(Saved data entries)
- - - - - - -
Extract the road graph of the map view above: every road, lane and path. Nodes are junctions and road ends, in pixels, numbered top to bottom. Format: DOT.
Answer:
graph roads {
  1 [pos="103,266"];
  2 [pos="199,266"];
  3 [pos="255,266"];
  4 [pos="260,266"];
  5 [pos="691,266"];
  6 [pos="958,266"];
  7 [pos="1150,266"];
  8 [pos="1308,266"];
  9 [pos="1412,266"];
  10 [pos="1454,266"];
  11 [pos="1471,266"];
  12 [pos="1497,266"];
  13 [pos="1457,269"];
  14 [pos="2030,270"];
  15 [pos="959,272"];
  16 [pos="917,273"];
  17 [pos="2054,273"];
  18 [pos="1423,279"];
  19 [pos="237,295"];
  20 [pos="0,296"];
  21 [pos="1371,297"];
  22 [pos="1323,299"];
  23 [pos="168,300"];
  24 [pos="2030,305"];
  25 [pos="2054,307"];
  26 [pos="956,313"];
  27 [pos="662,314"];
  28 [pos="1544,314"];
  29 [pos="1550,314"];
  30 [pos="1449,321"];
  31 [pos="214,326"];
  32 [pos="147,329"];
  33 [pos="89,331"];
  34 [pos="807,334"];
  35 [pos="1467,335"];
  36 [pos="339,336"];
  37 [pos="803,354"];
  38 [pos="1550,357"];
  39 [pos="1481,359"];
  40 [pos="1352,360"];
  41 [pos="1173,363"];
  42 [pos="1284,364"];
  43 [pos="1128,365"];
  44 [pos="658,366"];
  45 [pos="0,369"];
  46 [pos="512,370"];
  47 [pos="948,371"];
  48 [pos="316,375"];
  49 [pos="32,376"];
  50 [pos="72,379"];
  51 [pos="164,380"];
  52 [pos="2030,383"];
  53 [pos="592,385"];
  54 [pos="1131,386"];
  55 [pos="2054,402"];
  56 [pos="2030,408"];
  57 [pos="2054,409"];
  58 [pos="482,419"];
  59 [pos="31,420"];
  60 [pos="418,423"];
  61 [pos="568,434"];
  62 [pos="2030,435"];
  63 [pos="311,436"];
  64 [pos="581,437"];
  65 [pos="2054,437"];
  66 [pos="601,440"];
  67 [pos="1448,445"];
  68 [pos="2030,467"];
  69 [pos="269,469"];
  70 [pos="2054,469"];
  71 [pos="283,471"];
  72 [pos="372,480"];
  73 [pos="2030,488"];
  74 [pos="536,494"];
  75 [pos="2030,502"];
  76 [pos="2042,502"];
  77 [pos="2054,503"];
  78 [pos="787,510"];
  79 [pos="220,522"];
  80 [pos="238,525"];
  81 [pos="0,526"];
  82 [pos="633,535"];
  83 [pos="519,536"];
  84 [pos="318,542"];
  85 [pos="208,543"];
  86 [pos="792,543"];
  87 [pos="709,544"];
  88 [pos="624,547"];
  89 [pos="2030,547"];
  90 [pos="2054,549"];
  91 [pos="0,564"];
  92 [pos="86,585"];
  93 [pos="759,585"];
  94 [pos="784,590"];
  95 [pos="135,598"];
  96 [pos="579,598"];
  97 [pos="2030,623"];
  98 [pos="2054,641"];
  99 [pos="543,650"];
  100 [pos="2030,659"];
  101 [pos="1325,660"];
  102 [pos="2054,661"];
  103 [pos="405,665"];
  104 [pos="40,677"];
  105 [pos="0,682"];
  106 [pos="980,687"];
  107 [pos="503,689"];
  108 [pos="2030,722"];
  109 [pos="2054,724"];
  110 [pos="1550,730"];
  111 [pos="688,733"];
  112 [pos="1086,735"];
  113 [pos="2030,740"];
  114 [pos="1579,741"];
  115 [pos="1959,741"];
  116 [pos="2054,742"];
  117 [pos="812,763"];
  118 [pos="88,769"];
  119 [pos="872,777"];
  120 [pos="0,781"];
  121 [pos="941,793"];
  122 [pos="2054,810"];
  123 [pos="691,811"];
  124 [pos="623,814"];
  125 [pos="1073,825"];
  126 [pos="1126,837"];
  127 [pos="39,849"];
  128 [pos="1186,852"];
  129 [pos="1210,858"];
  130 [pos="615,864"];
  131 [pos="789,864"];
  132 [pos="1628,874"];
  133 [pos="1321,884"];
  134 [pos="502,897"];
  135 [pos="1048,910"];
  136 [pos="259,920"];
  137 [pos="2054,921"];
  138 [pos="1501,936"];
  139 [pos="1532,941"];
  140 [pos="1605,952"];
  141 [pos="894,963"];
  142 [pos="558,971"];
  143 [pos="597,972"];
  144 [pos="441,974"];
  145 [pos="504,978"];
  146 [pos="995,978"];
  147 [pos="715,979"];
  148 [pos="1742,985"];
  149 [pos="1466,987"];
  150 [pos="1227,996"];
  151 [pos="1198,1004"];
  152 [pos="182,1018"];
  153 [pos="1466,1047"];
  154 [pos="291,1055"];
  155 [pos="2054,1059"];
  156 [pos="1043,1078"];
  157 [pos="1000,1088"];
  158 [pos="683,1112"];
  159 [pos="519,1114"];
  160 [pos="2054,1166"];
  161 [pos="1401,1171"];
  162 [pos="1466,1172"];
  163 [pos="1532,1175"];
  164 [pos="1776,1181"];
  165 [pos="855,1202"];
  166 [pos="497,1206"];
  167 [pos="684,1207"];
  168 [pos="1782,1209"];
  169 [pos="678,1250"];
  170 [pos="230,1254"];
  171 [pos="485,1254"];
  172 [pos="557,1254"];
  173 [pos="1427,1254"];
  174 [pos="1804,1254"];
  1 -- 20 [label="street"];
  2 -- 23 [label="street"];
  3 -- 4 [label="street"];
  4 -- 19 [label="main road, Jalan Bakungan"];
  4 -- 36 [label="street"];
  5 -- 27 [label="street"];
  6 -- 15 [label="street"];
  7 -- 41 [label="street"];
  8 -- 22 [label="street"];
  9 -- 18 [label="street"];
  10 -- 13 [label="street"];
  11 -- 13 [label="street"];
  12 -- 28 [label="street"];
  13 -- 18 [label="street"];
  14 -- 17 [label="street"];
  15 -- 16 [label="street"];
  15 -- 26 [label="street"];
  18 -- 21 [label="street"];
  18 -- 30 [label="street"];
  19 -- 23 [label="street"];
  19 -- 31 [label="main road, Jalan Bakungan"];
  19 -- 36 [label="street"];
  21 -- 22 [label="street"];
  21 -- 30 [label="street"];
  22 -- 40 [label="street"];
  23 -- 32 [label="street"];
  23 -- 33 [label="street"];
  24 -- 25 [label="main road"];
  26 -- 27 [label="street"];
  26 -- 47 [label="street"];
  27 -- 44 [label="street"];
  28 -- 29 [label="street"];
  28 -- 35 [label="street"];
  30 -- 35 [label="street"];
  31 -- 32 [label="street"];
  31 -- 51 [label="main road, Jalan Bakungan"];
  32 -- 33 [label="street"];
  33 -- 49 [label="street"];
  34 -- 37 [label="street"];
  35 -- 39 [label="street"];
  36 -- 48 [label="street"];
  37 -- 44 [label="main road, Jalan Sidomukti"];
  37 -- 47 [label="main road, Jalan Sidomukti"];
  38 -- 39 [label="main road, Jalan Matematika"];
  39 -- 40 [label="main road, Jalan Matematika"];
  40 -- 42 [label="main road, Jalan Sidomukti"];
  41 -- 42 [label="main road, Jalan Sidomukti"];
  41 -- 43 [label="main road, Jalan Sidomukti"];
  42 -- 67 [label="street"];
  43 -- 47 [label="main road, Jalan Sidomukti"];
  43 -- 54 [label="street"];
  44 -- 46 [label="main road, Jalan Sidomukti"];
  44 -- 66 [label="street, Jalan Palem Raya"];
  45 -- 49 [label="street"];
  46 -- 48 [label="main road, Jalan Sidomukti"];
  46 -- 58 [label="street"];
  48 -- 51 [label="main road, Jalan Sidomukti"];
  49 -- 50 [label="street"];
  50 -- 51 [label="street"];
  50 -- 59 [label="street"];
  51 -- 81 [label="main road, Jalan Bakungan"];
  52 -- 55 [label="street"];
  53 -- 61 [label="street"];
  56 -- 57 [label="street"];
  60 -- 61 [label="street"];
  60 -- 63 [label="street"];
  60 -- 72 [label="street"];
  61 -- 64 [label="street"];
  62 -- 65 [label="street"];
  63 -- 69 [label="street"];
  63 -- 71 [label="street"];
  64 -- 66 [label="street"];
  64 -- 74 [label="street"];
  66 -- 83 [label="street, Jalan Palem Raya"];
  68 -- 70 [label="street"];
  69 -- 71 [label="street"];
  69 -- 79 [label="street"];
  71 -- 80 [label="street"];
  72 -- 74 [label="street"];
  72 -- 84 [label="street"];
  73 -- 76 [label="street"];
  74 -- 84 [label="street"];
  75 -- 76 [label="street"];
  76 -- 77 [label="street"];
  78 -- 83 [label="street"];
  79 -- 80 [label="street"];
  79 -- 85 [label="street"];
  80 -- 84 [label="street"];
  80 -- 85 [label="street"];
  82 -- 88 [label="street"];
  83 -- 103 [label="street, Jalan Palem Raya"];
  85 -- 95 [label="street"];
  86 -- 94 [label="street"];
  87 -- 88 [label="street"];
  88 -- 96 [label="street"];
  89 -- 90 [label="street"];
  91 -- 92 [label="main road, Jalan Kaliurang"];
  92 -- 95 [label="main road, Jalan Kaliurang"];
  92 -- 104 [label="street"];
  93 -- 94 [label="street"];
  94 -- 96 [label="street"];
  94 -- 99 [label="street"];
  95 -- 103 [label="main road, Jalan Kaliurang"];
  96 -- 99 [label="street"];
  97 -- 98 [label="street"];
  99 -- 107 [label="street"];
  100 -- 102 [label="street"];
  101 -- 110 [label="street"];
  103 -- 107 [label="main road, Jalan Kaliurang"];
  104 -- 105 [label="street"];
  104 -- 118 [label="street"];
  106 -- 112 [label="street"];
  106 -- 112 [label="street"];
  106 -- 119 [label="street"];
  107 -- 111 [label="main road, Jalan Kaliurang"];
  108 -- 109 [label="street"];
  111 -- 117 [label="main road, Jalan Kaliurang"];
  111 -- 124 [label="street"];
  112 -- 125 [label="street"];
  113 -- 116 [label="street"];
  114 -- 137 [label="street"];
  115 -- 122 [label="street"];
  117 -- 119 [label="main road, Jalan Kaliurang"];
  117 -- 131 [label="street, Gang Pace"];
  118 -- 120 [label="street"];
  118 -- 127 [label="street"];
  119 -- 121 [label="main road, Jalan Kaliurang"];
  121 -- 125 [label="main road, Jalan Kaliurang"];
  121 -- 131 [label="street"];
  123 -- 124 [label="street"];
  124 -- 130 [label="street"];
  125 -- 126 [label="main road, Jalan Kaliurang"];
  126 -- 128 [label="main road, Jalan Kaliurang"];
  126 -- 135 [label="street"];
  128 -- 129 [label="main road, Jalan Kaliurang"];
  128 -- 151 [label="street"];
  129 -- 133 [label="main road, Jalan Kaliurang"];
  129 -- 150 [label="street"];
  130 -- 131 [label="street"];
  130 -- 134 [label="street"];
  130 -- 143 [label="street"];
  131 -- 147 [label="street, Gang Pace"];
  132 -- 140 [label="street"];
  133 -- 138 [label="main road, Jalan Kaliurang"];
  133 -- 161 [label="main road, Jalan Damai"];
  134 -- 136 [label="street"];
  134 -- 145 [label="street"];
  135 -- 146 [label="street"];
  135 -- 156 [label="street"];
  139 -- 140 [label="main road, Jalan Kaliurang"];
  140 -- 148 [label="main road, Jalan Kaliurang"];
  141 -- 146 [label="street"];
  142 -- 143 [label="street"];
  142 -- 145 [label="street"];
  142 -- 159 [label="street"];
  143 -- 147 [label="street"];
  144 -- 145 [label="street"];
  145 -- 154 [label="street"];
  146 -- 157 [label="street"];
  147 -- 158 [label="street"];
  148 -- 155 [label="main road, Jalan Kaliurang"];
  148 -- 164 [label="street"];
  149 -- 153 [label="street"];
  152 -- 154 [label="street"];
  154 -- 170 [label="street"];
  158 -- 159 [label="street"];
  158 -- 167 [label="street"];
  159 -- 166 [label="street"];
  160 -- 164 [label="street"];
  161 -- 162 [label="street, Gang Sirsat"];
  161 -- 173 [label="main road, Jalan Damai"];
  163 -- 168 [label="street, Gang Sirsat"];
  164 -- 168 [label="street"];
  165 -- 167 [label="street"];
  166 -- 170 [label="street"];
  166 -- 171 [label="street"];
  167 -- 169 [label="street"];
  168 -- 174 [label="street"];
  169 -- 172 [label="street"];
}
- - - - - - -
Problem details
If a line in the records above contains "Pace", copy that line.

Answer section
  117 -- 131 [label="street, Gang Pace"];
  131 -- 147 [label="street, Gang Pace"];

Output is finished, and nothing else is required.